══ DATA TO PROCESS ══
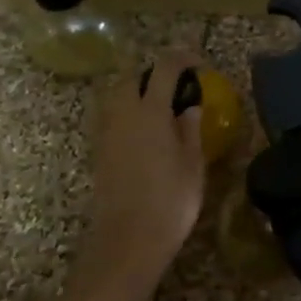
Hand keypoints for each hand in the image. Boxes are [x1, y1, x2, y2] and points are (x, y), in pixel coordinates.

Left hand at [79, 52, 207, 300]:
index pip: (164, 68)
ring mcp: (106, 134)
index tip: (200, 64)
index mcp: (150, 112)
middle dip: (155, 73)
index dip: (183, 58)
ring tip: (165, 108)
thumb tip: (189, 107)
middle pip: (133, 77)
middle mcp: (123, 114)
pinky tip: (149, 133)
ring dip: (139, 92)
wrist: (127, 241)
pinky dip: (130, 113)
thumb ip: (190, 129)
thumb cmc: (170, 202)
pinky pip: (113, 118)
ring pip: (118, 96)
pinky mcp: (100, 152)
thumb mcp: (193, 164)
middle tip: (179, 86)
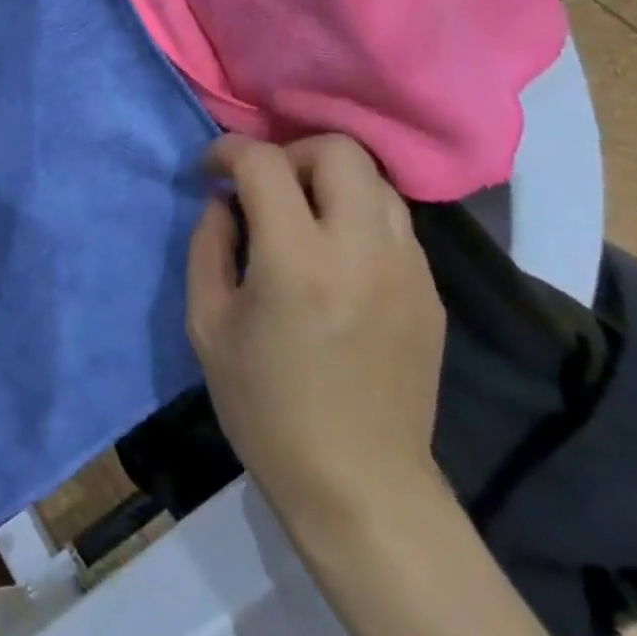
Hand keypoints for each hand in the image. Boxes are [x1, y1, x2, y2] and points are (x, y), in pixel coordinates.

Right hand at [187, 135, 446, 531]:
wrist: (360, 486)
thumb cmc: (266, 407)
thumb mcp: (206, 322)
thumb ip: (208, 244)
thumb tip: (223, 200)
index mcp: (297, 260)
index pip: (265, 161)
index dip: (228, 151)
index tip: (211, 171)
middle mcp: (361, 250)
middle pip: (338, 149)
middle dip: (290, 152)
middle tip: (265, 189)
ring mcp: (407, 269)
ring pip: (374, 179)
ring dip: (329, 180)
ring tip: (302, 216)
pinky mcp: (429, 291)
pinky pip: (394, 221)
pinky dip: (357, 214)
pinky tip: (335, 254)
═══
══ DATA TO PROCESS ══
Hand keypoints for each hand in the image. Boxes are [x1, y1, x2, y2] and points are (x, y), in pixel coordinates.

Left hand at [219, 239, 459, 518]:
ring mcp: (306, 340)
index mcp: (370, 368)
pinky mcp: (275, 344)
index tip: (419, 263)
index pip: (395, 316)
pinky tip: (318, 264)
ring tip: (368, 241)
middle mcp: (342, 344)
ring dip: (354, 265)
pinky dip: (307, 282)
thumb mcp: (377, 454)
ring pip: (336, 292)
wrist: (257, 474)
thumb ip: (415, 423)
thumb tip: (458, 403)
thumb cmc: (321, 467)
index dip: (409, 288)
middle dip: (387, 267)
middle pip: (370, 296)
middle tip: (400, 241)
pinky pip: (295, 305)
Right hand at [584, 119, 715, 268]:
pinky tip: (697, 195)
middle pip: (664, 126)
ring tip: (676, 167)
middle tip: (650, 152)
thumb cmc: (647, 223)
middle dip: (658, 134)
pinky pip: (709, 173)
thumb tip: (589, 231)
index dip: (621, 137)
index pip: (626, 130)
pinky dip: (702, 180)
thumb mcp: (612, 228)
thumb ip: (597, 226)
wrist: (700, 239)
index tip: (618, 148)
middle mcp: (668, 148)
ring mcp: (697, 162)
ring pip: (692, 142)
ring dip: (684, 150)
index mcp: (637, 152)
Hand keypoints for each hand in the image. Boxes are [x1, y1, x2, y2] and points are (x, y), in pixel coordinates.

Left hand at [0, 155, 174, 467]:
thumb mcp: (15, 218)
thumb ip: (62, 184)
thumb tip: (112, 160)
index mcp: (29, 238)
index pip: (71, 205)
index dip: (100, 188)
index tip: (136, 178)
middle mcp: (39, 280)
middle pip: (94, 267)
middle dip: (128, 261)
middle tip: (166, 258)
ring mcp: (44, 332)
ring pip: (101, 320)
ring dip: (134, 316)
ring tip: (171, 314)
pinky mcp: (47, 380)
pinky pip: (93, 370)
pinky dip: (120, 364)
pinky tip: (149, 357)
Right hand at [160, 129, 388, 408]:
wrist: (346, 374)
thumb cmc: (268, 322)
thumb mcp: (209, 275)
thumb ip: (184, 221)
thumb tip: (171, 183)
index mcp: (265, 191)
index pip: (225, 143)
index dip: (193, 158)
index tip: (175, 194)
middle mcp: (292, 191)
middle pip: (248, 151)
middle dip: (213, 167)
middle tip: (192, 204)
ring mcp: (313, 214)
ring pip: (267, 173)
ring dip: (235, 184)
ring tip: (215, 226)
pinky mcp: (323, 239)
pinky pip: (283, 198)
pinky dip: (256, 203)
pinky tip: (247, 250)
═══
══ DATA TO PROCESS ══
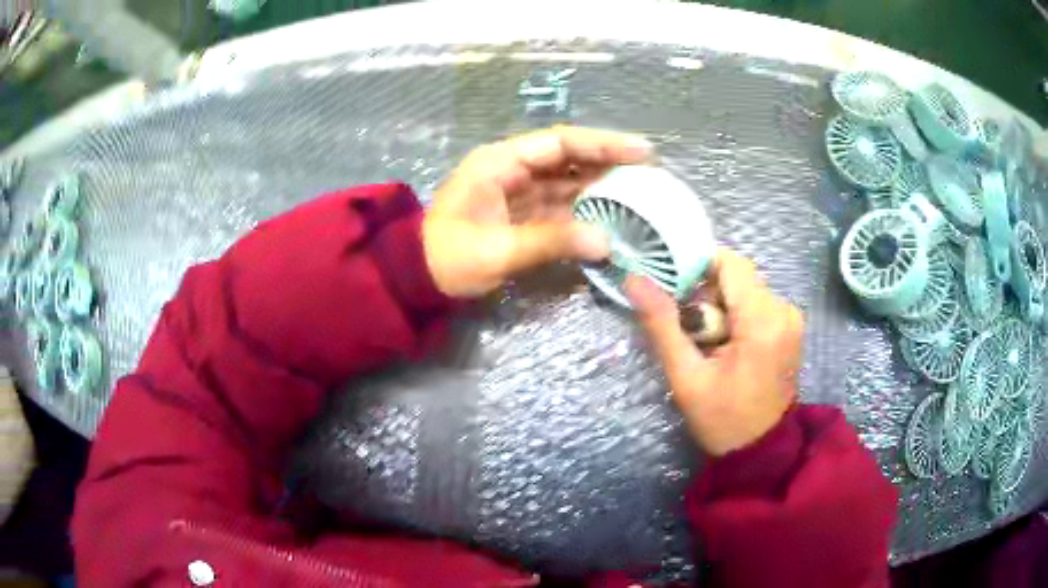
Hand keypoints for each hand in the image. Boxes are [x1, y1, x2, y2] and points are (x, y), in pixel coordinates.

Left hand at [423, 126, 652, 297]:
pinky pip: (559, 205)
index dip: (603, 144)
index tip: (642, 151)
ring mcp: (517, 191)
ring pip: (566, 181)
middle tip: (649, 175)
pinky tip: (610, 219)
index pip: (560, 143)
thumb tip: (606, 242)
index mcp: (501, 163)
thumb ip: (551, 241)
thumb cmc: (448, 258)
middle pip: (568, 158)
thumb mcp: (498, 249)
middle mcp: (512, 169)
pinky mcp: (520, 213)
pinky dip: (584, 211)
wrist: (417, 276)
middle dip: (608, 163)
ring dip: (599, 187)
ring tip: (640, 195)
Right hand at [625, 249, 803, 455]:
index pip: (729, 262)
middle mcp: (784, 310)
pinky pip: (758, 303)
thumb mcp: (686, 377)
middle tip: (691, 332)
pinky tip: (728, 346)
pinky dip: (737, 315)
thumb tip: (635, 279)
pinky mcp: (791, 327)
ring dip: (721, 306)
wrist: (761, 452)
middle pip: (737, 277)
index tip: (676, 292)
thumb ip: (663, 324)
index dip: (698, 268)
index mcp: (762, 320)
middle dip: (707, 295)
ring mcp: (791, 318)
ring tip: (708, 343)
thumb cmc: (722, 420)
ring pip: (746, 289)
═══
§ EXERCISE INSTRUCTIONS: What you return should be exactly the lines above, starting at the one with "middle mcp: (668, 148)" and ending at the one with "thumb ip: (62, 184)", and nothing else.

§ RESPONSE:
middle mcp: (668, 148)
ring mcp: (697, 162)
ring pip: (692, 142)
ring dip: (684, 150)
index mcp: (637, 152)
Hand keypoints for each hand in the image. Boxes are [x1, y1, x2, y2] and points are (x, y), in pixel coordinates.

Left hand at [0, 155, 174, 467]:
thumb mcp: (15, 218)
thumb ip: (62, 184)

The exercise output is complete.